Problem: Your job is to reproduce all of the data exactly.
=== Records for this exercise ===
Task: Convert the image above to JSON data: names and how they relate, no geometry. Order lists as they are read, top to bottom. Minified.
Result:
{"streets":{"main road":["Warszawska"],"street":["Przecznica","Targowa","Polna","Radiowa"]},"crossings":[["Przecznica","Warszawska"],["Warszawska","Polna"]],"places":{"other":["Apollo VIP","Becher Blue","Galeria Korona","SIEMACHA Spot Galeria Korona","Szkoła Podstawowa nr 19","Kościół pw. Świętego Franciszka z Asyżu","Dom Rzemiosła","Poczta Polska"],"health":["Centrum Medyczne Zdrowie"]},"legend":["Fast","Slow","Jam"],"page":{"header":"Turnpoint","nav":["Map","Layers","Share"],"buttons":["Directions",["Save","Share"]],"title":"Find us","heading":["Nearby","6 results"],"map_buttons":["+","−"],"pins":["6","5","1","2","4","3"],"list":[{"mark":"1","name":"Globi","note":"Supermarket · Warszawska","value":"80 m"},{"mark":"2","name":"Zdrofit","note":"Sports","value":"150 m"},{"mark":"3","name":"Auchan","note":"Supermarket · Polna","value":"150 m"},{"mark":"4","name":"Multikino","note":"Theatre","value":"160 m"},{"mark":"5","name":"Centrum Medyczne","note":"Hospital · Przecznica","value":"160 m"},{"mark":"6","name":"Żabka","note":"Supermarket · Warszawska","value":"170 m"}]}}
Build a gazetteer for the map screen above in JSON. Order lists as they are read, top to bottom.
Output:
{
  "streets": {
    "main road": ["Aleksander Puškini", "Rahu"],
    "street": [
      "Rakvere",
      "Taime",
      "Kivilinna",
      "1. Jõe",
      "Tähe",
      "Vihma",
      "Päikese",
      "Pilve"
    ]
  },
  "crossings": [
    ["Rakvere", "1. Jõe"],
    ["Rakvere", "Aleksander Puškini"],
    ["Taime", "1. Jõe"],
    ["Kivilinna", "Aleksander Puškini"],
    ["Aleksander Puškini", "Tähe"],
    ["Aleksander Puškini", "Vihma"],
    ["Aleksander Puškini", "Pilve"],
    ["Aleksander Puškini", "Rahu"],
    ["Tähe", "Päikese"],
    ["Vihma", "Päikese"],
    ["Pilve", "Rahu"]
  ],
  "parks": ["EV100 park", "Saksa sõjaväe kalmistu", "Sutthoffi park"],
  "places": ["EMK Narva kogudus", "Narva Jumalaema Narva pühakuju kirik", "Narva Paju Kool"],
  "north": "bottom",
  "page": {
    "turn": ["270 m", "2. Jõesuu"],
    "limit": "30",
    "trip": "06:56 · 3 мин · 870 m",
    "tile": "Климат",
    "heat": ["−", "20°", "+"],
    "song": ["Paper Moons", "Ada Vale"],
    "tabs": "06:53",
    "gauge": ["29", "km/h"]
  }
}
===
Output for this task:
Task: Convert the image above to JSON data: names and how they relate, no geometry. Order lists as they are read, top to bottom. Minified.
Result:
{"streets":{"main road":["Warszawska"],"street":["Przecznica","Targowa","Polna","Radiowa"]},"crossings":[["Przecznica","Warszawska"],["Warszawska","Polna"]],"places":{"other":["Apollo VIP","Becher Blue","Galeria Korona","SIEMACHA Spot Galeria Korona","Szkoła Podstawowa nr 19","Kościół pw. Świętego Franciszka z Asyżu","Dom Rzemiosła","Poczta Polska"],"health":["Centrum Medyczne Zdrowie"]},"legend":["Fast","Slow","Jam"],"page":{"header":"Turnpoint","nav":["Map","Layers","Share"],"buttons":["Directions",["Save","Share"]],"title":"Find us","heading":["Nearby","6 results"],"map_buttons":["+","−"],"pins":["6","5","1","2","4","3"],"list":[{"mark":"1","name":"Globi","note":"Supermarket · Warszawska","value":"80 m"},{"mark":"2","name":"Zdrofit","note":"Sports","value":"150 m"},{"mark":"3","name":"Auchan","note":"Supermarket · Polna","value":"150 m"},{"mark":"4","name":"Multikino","note":"Theatre","value":"160 m"},{"mark":"5","name":"Centrum Medyczne","note":"Hospital · Przecznica","value":"160 m"},{"mark":"6","name":"Żabka","note":"Supermarket · Warszawska","value":"170 m"}]}}
Build a gazetteer for the map screen above in JSON. Order lists as they are read, top to bottom.
Output:
{
  "streets": {
    "main road": ["Aleksander Puškini", "Rahu"],
    "street": [
      "Rakvere",
      "Taime",
      "Kivilinna",
      "1. Jõe",
      "Tähe",
      "Vihma",
      "Päikese",
      "Pilve"
    ]
  },
  "crossings": [
    ["Rakvere", "1. Jõe"],
    ["Rakvere", "Aleksander Puškini"],
    ["Taime", "1. Jõe"],
    ["Kivilinna", "Aleksander Puškini"],
    ["Aleksander Puškini", "Tähe"],
    ["Aleksander Puškini", "Vihma"],
    ["Aleksander Puškini", "Pilve"],
    ["Aleksander Puškini", "Rahu"],
    ["Tähe", "Päikese"],
    ["Vihma", "Päikese"],
    ["Pilve", "Rahu"]
  ],
  "parks": ["EV100 park", "Saksa sõjaväe kalmistu", "Sutthoffi park"],
  "places": ["EMK Narva kogudus", "Narva Jumalaema Narva pühakuju kirik", "Narva Paju Kool"],
  "north": "bottom",
  "page": {
    "turn": ["270 m", "2. Jõesuu"],
    "limit": "30",
    "trip": "06:56 · 3 мин · 870 m",
    "tile": "Климат",
    "heat": ["−", "20°", "+"],
    "song": ["Paper Moons", "Ada Vale"],
    "tabs": "06:53",
    "gauge": ["29", "km/h"]
  }
}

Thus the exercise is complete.